Susannah Maidment is a dinosaur researcher and the curator of fossil archosaurs at the Natural History Museum, London. Her research centres on the palaeobiology of the bird-hipped herbivorous dinosaurs, with a particular focus on the stegosaurs. Susannah has published more than 50 papers in the international peer-reviewed literature, on subjects ranging from the evolution of four-legged locomotion in dinosaurs to diversity change over time, and she has named several dinosaur species. Susannah makes regular appearances on TV and radio talking about dinosaurs and their world, and has been a guest on CBBC’s Blue Peter, and Radio 4’s The Infinite Monkey Cage and The Life Scientific. She was awarded the Hodson Award of the Palaeontological Association in 2016 and the Lyell Fund of the Geological Society in 2017, both for notable contributions by an early career researcher.

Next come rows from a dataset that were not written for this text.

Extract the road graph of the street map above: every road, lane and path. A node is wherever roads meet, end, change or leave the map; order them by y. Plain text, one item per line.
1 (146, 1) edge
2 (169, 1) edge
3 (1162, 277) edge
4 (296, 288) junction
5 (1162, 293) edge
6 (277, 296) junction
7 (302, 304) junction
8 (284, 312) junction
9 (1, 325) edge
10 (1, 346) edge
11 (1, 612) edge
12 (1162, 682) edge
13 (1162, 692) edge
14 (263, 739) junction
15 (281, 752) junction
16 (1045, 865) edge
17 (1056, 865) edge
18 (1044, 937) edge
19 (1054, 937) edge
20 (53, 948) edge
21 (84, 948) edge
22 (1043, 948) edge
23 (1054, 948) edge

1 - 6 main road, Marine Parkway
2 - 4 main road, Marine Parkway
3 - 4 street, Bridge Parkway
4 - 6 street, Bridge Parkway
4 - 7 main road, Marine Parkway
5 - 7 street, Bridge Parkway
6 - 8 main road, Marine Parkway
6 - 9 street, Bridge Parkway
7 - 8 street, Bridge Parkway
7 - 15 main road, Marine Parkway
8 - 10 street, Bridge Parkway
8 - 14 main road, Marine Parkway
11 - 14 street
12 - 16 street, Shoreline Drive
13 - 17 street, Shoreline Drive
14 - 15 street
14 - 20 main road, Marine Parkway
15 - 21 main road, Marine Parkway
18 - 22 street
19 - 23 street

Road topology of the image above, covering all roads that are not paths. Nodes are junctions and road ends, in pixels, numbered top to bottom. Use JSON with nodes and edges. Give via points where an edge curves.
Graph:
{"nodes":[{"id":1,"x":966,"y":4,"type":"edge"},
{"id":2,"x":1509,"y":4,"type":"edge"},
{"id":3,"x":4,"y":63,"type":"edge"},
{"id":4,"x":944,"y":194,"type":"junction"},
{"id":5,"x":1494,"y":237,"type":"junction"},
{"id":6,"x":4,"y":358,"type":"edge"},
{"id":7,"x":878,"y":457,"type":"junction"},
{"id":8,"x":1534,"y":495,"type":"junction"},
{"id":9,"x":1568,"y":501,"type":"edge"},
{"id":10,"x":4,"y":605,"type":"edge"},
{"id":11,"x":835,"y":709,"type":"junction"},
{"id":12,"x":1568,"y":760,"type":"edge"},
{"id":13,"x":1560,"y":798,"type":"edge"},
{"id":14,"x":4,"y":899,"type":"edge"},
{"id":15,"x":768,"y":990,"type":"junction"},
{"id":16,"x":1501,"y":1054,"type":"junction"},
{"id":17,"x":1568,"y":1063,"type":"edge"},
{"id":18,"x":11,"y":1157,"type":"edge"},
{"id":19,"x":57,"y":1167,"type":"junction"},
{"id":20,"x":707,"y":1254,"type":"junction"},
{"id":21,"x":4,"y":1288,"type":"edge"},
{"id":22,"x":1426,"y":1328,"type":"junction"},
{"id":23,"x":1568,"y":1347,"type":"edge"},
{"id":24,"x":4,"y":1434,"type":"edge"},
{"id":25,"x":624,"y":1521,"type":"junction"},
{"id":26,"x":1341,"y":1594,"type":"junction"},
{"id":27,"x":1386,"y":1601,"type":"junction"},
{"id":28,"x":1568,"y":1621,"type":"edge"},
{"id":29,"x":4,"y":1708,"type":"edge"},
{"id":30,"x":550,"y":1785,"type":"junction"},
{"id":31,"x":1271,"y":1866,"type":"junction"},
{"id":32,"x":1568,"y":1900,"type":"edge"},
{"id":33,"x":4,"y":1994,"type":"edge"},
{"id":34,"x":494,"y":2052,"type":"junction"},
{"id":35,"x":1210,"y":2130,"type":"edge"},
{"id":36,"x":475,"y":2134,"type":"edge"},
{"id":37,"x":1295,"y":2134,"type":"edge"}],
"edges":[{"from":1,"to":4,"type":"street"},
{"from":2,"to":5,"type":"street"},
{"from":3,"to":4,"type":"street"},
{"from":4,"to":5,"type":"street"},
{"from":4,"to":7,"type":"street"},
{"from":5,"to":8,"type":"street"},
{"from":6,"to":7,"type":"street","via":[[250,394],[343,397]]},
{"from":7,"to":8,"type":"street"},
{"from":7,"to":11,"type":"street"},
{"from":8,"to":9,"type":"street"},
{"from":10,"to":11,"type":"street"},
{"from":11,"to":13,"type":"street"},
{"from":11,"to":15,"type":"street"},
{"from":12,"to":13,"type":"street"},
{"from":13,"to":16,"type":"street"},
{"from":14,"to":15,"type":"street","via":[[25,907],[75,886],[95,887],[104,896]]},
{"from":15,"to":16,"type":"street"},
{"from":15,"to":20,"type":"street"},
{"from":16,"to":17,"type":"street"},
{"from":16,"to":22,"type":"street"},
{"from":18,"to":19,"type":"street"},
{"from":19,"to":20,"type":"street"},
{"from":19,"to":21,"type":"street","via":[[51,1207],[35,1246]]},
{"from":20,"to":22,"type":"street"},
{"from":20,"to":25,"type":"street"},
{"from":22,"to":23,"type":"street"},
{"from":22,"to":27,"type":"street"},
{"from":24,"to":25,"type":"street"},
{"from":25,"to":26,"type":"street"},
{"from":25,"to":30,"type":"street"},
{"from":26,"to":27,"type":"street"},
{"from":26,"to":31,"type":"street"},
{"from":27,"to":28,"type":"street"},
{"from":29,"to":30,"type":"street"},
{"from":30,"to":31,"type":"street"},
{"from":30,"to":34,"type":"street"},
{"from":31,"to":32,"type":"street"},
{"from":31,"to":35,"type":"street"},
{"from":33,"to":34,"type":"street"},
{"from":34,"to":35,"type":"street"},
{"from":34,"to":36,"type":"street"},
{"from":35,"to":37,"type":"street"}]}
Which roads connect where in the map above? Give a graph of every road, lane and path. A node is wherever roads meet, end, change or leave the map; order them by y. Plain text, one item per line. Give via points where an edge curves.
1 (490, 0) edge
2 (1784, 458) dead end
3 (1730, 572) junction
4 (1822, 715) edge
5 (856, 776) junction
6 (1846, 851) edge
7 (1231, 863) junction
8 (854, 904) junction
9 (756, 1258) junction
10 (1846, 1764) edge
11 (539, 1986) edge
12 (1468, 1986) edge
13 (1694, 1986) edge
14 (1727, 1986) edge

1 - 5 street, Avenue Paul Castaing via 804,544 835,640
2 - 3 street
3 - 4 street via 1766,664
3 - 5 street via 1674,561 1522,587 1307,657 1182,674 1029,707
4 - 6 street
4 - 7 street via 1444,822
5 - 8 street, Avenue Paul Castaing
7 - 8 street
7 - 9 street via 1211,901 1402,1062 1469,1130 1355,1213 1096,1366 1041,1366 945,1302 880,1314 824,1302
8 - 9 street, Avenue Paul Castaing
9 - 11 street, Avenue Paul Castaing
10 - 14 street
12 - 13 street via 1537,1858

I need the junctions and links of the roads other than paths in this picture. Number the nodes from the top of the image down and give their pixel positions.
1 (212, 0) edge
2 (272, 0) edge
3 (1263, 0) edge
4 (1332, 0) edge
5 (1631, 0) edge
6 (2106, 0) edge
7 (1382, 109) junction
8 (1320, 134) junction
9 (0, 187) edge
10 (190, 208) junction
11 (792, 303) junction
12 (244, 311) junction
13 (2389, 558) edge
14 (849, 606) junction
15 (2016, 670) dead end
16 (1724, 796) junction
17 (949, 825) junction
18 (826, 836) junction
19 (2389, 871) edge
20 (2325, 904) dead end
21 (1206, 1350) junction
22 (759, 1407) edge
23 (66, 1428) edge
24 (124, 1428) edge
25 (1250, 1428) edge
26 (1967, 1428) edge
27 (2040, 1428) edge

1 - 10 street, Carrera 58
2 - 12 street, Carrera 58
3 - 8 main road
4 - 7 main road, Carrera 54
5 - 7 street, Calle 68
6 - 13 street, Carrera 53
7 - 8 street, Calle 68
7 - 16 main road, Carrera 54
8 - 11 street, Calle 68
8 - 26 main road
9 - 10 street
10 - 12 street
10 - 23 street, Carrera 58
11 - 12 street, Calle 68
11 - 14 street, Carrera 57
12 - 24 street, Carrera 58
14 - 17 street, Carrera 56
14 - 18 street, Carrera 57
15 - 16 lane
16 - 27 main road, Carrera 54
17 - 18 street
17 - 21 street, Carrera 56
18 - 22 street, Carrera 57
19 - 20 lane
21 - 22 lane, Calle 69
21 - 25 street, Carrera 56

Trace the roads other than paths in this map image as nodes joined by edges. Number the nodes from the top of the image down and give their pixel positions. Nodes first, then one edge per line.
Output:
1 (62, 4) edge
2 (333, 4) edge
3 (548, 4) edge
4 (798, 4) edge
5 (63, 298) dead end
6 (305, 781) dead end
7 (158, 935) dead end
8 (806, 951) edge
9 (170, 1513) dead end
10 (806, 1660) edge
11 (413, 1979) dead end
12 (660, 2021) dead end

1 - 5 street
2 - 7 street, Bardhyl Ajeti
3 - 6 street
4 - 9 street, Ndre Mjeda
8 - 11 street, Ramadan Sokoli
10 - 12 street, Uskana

When Gideon Mantell discovered some large fossilized teeth in the rocks of Cuckfield, Sussex, he immediately recognised them as something unknown to science: they were reptilian, but far larger than the teeth of any reptile alive today. He concluded that a giant, now extinct reptile must have once lived in the area. Mantell’s discoveries, along with others from Sussex and Oxford, eventually prompted Richard Owen, the founder of London’s Natural History Museum, to name these giant reptiles the “Dinosauria”.
In Dr Maidment’s talk, she’ll discuss the dinosaurs of the Weald, the state of knowledge today, and the methods and techniques being used to put flesh on the bones of these historic discoveries.